====== Data section

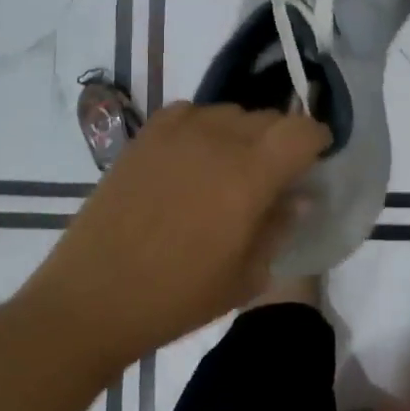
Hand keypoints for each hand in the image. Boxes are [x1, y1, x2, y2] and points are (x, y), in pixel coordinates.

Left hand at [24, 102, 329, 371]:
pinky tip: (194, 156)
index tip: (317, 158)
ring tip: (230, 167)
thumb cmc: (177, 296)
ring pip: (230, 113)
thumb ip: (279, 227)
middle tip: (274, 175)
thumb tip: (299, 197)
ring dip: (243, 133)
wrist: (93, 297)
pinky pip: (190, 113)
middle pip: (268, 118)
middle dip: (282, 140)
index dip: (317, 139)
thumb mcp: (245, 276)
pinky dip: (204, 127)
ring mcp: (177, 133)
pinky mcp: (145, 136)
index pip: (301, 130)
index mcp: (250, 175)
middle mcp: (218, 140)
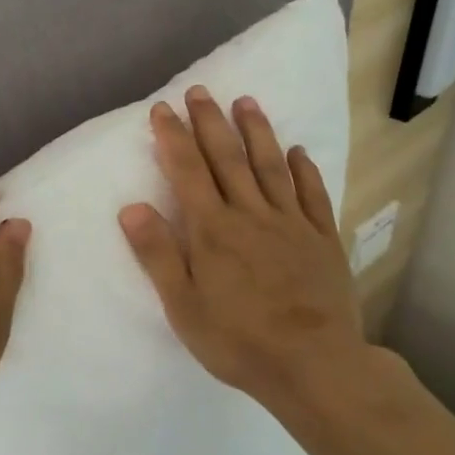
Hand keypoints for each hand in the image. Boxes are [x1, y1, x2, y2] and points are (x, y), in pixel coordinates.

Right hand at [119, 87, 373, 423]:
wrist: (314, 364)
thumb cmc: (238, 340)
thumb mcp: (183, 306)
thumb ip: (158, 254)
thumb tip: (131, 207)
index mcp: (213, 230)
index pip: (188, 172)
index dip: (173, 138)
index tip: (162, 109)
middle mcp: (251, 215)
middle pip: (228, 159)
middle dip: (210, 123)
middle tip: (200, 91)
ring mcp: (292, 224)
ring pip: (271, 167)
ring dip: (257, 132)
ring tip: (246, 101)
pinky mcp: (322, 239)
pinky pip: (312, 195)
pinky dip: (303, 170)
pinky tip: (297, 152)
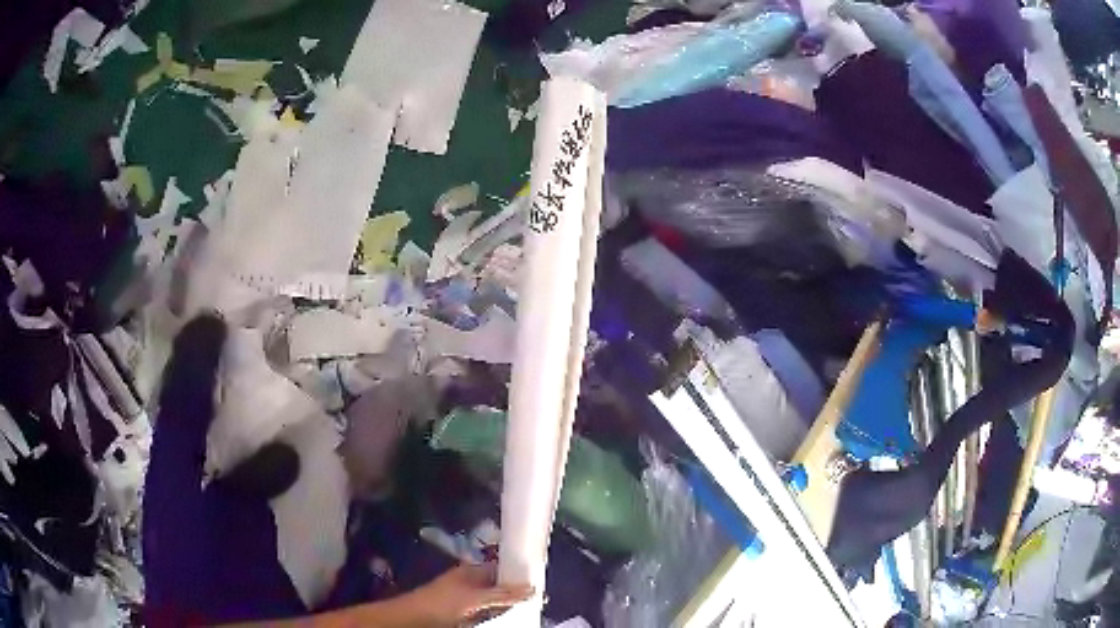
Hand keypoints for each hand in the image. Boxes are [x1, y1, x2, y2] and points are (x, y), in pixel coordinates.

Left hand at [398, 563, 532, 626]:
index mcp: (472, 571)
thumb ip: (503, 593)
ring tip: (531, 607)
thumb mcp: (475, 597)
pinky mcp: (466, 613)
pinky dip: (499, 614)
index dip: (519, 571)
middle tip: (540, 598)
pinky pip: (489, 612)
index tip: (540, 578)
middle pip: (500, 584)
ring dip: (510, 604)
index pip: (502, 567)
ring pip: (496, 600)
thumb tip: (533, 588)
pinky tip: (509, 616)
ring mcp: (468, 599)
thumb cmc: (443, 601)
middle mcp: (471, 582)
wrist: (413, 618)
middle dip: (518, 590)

============

- _Exercise description_: Output all of the entries verbatim, leaving out any images.

- _Answer space_:
Hand keypoints for each hand in the image. Boxes are [x1, y1, x2, y2] and points are (x, y), in pixel coordinates.

Left hand at [24, 102, 329, 371]:
pinky tip: (194, 156)
index tip: (317, 158)
ring tip: (230, 167)
thumb cmc: (177, 296)
ring pip: (230, 113)
thumb ip: (279, 227)
middle tip: (274, 175)
thumb tip: (299, 197)
ring dip: (243, 133)
wrist: (93, 297)
pinky pip: (190, 113)
middle pip: (268, 118)
middle dip: (282, 140)
index dip: (317, 139)
thumb mcp: (245, 276)
pinky dip: (204, 127)
ring mcp: (177, 133)
pinky mcp: (145, 136)
index pip: (301, 130)
index mcp: (250, 175)
middle mcp: (218, 140)
Hand keypoints for each hand in the image. Boxes are [x1, y1, x2, y2] and points are (x, y), in pixel coordinates.

Right hand at [119, 87, 373, 423]:
wrist: (314, 364)
thumb cmc: (238, 340)
thumb mcp: (183, 306)
thumb ip: (158, 254)
thumb tip: (131, 207)
index mcp: (213, 230)
index pip: (188, 172)
index dip: (173, 138)
index tip: (162, 109)
middle mcp: (251, 215)
middle pip: (228, 159)
middle dip: (210, 123)
middle tip: (200, 91)
ring mcp: (292, 224)
ring pip: (271, 167)
ring dip: (257, 132)
ring tip: (246, 101)
pinky mcp: (322, 239)
pinky pip: (312, 195)
pinky dip: (303, 170)
pinky tip: (297, 152)
Hand keypoints for each hand in the image. Boxes are [x1, y1, x2, y2] and points are (x, y), in pixel coordinates.

Left hand at [398, 563, 532, 626]:
index mcp: (472, 571)
thumb ip: (503, 593)
ring tip: (531, 607)
thumb mcp: (475, 597)
pinky mcp: (466, 613)
pinky dip: (499, 614)
index dip: (519, 571)
middle tip: (540, 598)
pinky pip: (489, 612)
index tip: (540, 578)
middle pip: (500, 584)
ring dip: (510, 604)
index pip: (502, 567)
ring pip: (496, 600)
thumb tip: (533, 588)
pinky tip: (509, 616)
ring mcp: (468, 599)
thumb cmc: (443, 601)
middle mcp: (471, 582)
wrist: (413, 618)
middle dip: (518, 590)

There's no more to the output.